En Nouvelle-Calédonie, Marc Oremus appelle à « une remobilisation à 200 % de tous les acteurs concernés pour mettre en place des moyens de protection et de surveillance ». « Les Calédoniens et Calédoniennes peuvent aussi bouger les lignes en se réappropriant culturellement ce trésor calédonien et en prenant conscience que nous sommes l’une des dernières régions du monde à abriter une espèce aussi fascinante que le dugong ».
Maladie et blanchiment des coraux
Le Corail de pilaires (Dendrogyra cylindrus), présent partout dans les Caraïbes, de la péninsule du Yucatan et de la Floride à Trinité-et-Tobago, est passé de la catégorie « vulnérable » à « en danger critique » sur la Liste rouge de l’UICN, après que ses populations aient diminué de plus de 80% sur la majeure partie de son aire de répartition depuis 1990. La menace la plus urgente est la maladie de la perte de tissu des coraux, apparue au cours des quatre dernières années et très contagieuse, qui infecte entre 90 et 100 mètres de récif par jour.
Le blanchiment causé par l’augmentation des températures marines de surface et l’excès d’antibiotiques, d’engrais et d’eaux usées déversés dans la mer ont affaibli les coraux et les ont rendus plus vulnérables aux maladies.
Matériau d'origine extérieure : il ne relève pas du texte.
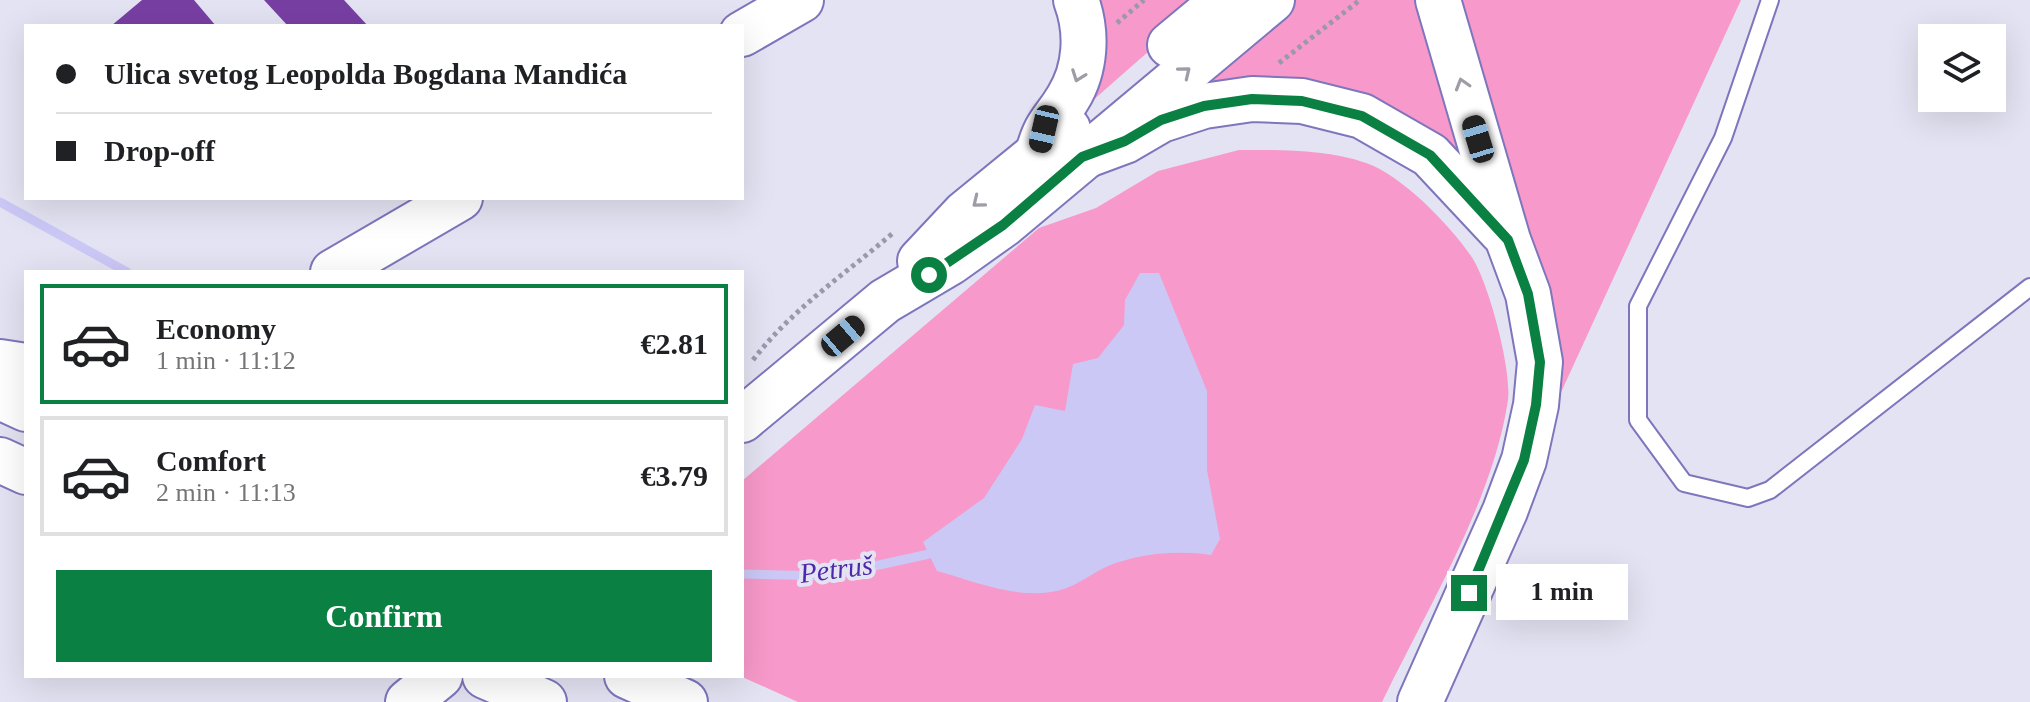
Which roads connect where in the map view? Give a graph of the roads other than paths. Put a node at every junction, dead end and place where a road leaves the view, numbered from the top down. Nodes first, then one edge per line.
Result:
1 (801, 0) edge
2 (1076, 0) edge
3 (1224, 0) edge
4 (1272, 0) edge
5 (1438, 0) edge
6 (1770, 0) edge
7 (744, 33) edge
8 (1038, 153) junction
9 (1082, 157) junction
10 (457, 200) edge
11 (1508, 240) junction
12 (336, 270) edge
13 (2030, 287) edge
14 (885, 301) junction
15 (0, 362) edge
16 (24, 366) edge
17 (0, 397) edge
18 (24, 408) edge
19 (744, 418) edge
20 (0, 460) edge
21 (24, 471) edge
22 (438, 678) edge
23 (631, 678) edge
24 (498, 686) edge
25 (408, 702) edge
26 (544, 702) edge
27 (685, 702) edge
28 (1420, 702) edge

1 - 7 main road
2 -> 8 main road
3 - 8 main road
9 -> 4 main road
11 -> 5 main road
6 - 13 lane
8 -> 14 main road
9 - 11 main road
9 - 14 main road
10 - 12 main road
11 - 28 main road
14 - 19 main road
15 - 16 main road
17 - 18 main road
20 - 21 main road
22 - 25 main road
23 - 27 main road
24 - 26 main road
La surpêche autour des récifs coralliens a décimé les poissons herbivores, permettant aux algues de dominer les écosystèmes et exerçant une pression supplémentaire sur les coraux.
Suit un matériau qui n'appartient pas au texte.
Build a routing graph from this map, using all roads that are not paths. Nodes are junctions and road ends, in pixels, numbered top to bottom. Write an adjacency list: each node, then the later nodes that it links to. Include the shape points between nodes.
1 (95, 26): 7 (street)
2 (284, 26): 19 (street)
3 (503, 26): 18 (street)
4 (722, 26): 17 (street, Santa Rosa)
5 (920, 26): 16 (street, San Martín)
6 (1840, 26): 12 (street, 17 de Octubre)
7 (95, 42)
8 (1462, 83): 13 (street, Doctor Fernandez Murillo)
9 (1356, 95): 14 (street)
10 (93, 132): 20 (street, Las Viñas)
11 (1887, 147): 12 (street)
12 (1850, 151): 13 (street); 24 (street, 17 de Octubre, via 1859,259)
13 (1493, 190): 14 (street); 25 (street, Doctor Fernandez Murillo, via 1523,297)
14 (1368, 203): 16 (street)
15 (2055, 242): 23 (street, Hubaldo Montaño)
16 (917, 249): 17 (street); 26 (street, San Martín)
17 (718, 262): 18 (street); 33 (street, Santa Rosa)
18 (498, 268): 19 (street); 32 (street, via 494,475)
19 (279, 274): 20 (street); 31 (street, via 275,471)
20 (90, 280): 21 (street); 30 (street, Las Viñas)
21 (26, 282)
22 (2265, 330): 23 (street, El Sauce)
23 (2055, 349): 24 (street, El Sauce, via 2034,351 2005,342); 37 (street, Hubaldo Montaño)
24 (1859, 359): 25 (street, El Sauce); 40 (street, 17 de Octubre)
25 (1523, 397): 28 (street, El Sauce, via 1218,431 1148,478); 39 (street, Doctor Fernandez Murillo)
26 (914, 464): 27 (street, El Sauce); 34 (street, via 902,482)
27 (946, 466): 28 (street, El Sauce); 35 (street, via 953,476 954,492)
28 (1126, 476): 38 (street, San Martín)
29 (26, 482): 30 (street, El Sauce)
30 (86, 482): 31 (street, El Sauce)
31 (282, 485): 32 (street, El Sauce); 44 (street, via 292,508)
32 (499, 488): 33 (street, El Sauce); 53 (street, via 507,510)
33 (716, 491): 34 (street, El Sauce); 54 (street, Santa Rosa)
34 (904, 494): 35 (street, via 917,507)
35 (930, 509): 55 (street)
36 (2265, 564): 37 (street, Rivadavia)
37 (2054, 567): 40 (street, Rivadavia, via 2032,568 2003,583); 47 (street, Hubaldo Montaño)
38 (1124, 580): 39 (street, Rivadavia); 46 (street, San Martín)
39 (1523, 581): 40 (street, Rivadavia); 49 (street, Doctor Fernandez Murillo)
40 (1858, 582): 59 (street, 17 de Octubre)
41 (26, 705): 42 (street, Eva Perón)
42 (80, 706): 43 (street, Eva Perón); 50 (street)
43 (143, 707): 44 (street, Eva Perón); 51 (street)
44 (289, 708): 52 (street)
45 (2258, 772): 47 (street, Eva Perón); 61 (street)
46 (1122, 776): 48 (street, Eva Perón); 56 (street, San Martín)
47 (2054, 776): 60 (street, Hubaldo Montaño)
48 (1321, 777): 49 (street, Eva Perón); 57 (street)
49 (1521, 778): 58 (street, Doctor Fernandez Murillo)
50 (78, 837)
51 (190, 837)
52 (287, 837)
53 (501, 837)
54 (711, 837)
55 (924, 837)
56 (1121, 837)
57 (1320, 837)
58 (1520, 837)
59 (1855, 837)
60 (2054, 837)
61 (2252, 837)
Plus de 150 000 espèces dans la liste rouge de l'UICN
Dans cette liste actualisée et publiée dans le cadre de la COP15 de Montréal figurent également les ormeaux d'Afrique du Sud, de l'Ouest australien, de Californie et du Mexique, de la Manche à l'Afrique du Nord-ouest en passant par la Méditerranée, tous « en danger », « en danger critique » ou « vulnérables ». En cause : le braconnage, les vagues de chaleur marine causant des maladies ou encore, les ruissellement agricoles et industriels.
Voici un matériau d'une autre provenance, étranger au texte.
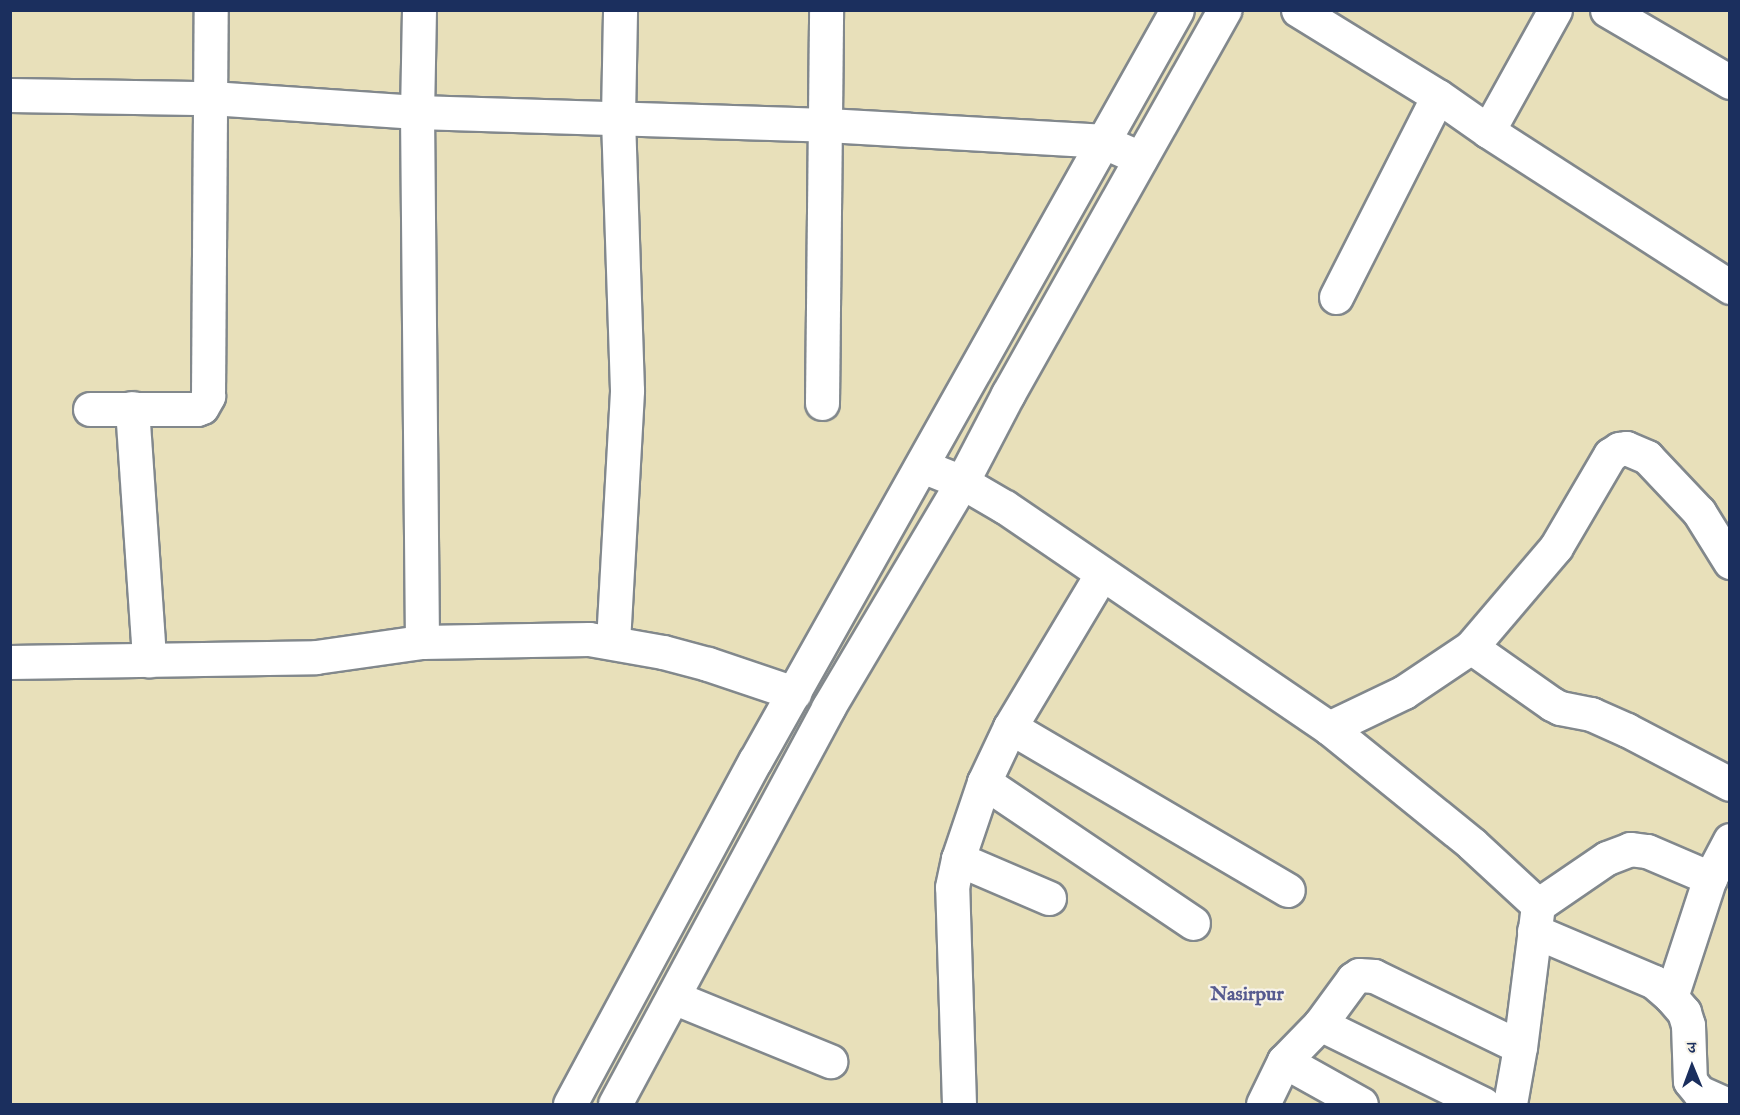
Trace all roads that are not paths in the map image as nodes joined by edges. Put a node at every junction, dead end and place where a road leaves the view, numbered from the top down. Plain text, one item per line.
1 (211, 10) edge
2 (419, 10) edge
3 (620, 10) edge
4 (826, 10) edge
5 (1177, 10) edge
6 (1224, 10) edge
7 (1298, 10) edge
8 (1555, 10) edge
9 (1607, 10) edge
10 (1728, 76) edge
11 (10, 95) edge
12 (1438, 96) junction
13 (211, 98) junction
14 (417, 112) junction
15 (618, 117) junction
16 (826, 125) junction
17 (1488, 131) junction
18 (1102, 141) junction
19 (1140, 159) junction
20 (1730, 287) edge
21 (1336, 297) dead end
22 (822, 403) dead end
23 (132, 408) junction
24 (90, 409) dead end
25 (922, 466) junction
26 (962, 482) junction
27 (1730, 562) edge
28 (1101, 575) junction
29 (422, 642) junction
30 (613, 642) junction
31 (1471, 648) junction
32 (149, 660) junction
33 (10, 662) edge
34 (794, 693) junction
35 (1010, 727) junction
36 (1329, 728) junction
37 (984, 782) junction
38 (1730, 784) edge
39 (1730, 840) edge
40 (958, 859) junction
41 (1710, 878) junction
42 (1288, 890) dead end
43 (1049, 898) dead end
44 (1536, 918) junction
45 (1193, 923) dead end
46 (673, 997) junction
47 (1671, 997) junction
48 (1320, 1024) junction
49 (1520, 1047) junction
50 (830, 1061) dead end
51 (1284, 1061) junction
52 (570, 1104) edge
53 (615, 1104) edge
54 (959, 1104) edge
55 (1263, 1104) edge
56 (1361, 1104) edge
57 (1483, 1104) edge
58 (1510, 1104) edge
59 (1726, 1104) edge

1 - 13 street
2 - 14 street
3 - 15 street
4 - 16 street
5 - 18 street
6 - 19 street
7 - 12 street
8 - 17 street
9 - 10 street
11 - 13 street
12 - 17 street
12 - 21 street
13 - 14 street
13 - 23 street
14 - 15 street
14 - 29 street
15 - 16 street
15 - 30 street
16 - 18 street
16 - 22 street
17 - 20 street
18 - 19 street
18 - 25 street
19 - 26 street
23 - 24 street
23 - 32 street
25 - 26 street
25 - 34 street
26 - 28 street
26 - 46 street
27 - 31 street
28 - 35 street
28 - 36 street
29 - 30 street
29 - 32 street
30 - 34 street
31 - 36 street
31 - 38 street
32 - 33 street
34 - 52 street
35 - 37 street
35 - 42 street
36 - 44 street
37 - 40 street
37 - 45 street
39 - 41 street
40 - 43 street
40 - 54 street
41 - 44 street
41 - 47 street
44 - 47 street
44 - 49 street
46 - 50 street
46 - 53 street
47 - 59 street
48 - 49 street
48 - 51 street
48 - 57 street
49 - 58 street
51 - 55 street
51 - 56 street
La Liste rouge de l’UICN comprend désormais 150 388 espèces, dont 42 108 menacées d’extinction. Plus de 1 550 des 17 903 espèces d’animaux et végétaux marins évaluées sont menacées d’extinction, les changements climatiques ayant un impact sur au moins 41% des espèces marines menacées.
« La dernière mise à jour de la Liste rouge de l’UICN révèle une combinaison parfaite d’activités humaines non durables décimant la vie marine dans le monde entier. Au moment où le monde se tourne vers la conférence des Nations Unies sur la biodiversité pour tracer la voie du rétablissement de la nature, nous ne pouvons tout simplement pas nous permettre d’échouer », a déclaré le Dr Bruno Oberle, Directeur général de l’UICN.
« Nous devons d’urgence nous attaquer aux crises interconnectées du climat et de la biodiversité par des changements profonds dans nos systèmes économiques, ou nous risquons de perdre les avantages cruciaux que les océans nous procurent », a-t-il conclu.